An AFP report April 5 at SPLMToday says by the end of May, the AU plans to have boosted the number of its troops in Darfur to 3,200 but does not explain the reason for the months of delay. Surely if it was due to funding shortages, they'd have let the press know. They have done nothing of the kind - merely hinted at "accommodation" problems.
In March of last year, the AU established the Pan-African Parliament (PAP). PAP has no powers to pass laws and has no budget for this year although the 265-seat assembly plans to evolve into a law-making body around 2009.
Last November, PAP sent a fact finding mission to Darfur and produced a report. On Tuesday, as a result of the report, PAP urged the AU to extend the mandate of AU troops in Darfur. Why does it take PAP to raise the issue? Some days you can't help wondering if the AU is holding up things to suit the Khartoum regime.

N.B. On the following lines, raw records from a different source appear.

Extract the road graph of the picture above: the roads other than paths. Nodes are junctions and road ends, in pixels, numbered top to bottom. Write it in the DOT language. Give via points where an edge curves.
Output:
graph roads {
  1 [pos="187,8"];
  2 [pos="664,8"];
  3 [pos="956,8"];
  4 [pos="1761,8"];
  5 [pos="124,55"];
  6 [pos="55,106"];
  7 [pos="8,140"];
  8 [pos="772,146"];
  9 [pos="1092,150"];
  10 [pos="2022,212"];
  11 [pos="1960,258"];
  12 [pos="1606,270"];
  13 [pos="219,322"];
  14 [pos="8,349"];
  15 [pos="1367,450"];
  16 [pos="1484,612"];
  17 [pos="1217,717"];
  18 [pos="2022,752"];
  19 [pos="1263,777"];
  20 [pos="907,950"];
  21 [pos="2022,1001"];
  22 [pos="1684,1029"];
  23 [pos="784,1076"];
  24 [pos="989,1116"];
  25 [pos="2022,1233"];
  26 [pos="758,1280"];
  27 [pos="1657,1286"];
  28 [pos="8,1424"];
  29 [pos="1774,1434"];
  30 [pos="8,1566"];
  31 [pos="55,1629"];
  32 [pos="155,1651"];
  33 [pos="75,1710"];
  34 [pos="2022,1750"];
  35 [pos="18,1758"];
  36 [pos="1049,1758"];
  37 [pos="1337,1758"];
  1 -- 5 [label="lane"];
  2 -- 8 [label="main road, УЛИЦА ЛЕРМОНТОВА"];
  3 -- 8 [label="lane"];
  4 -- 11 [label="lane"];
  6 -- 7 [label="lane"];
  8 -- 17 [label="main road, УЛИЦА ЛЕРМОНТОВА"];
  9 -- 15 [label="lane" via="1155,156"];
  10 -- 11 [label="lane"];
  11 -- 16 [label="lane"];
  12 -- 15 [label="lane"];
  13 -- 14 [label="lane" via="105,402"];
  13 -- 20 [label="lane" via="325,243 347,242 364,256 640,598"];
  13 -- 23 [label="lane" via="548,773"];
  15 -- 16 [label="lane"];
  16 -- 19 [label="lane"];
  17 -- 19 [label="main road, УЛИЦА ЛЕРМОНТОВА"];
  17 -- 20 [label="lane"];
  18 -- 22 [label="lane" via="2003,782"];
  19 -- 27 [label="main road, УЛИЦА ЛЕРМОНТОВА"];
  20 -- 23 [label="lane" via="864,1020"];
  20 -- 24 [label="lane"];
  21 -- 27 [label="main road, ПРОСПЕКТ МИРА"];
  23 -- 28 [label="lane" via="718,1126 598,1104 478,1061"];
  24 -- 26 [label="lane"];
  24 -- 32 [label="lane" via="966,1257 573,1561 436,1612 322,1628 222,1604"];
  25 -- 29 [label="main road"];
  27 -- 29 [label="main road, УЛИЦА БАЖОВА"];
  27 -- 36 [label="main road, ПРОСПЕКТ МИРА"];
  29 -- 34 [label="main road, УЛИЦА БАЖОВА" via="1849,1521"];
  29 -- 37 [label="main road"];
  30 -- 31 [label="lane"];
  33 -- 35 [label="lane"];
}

Yesterday's post here about the savage attacks by 350 Janjaweed on the rebel-held village of Khor Abeche in southern Darfur says the AU would have had troops in the area if it weren't for Khartoum holding things up. The area has been under attack before on more than one occasion. On Feb. 25, 2005, Ken Bacon, President of Refugees International states:
Earlier this year, AMIS heard that a government-backed militia known as the Janjaweed was about to attack Khor Abeche, a town north of Nyala. AMIS started sending in patrols to protect the village. Without this proactive deployment, the village "would have been torched," said a U.S. military officer who has worked closely with the AU troops.Note also the following copy of a report from Reuters April 8. It reveals the name of a Janjaweed commander as Nasir al Tijani Adel Kaadir of the Miseriyya tribe, based in the Arab militia stronghold of Nitega - the area mentioned in yesterday's post here [the BBC says reports speak of 17 people killed in the raid]:
Over 350 Arab militia fighters mounted on horses and camels rampaged through a village in southern Darfur this week, killing, burning and destroying everything in their paths, the African Union and the United Nations said on Friday.

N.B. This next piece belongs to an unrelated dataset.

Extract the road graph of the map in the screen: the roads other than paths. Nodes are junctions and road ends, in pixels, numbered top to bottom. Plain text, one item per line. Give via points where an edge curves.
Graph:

"We condemn this senseless and premeditated savage attack" which destroyed everything in the rebel-held village of Khor Abeche but the mosque and the school, the organizations said in a joint statement, vowing to refer the militia commander's name to the U.N. Security Council for possible sanctions.
The statement for the first time in the troubled region named the commander, identifying him as Nasir al Tijani Adel Kaadir of the Miseriyya tribe, based in the Arab militia stronghold of Nitega.
The Darfur attack appeared to be in retaliation for the alleged theft of 150 head of cattle, which the fighters blamed on Khor Abeche villagers, the A.U.-U.N. statement said.
Al Tijani also accused Sudan Liberation Army rebels of refusing to return the bodies of two of his men, killed in March in an earlier attack on Khor Abeche, it said.
The African Union had planned to deploy peacekeepers to both Khor Abeche and Nitega before the attack but was prevented from doing so "by what can only be inferred as deliberate official procrastination over the allocation of land for the troops' accommodation," according to the statement.
African Union Ambassador Baba Gana Kingibe and U.N. envoy Jan Pronk said Sudan's government should also take action against al Tijani, accusing him of repeatedly threatening the village's destruction before actually doing so on Thursday.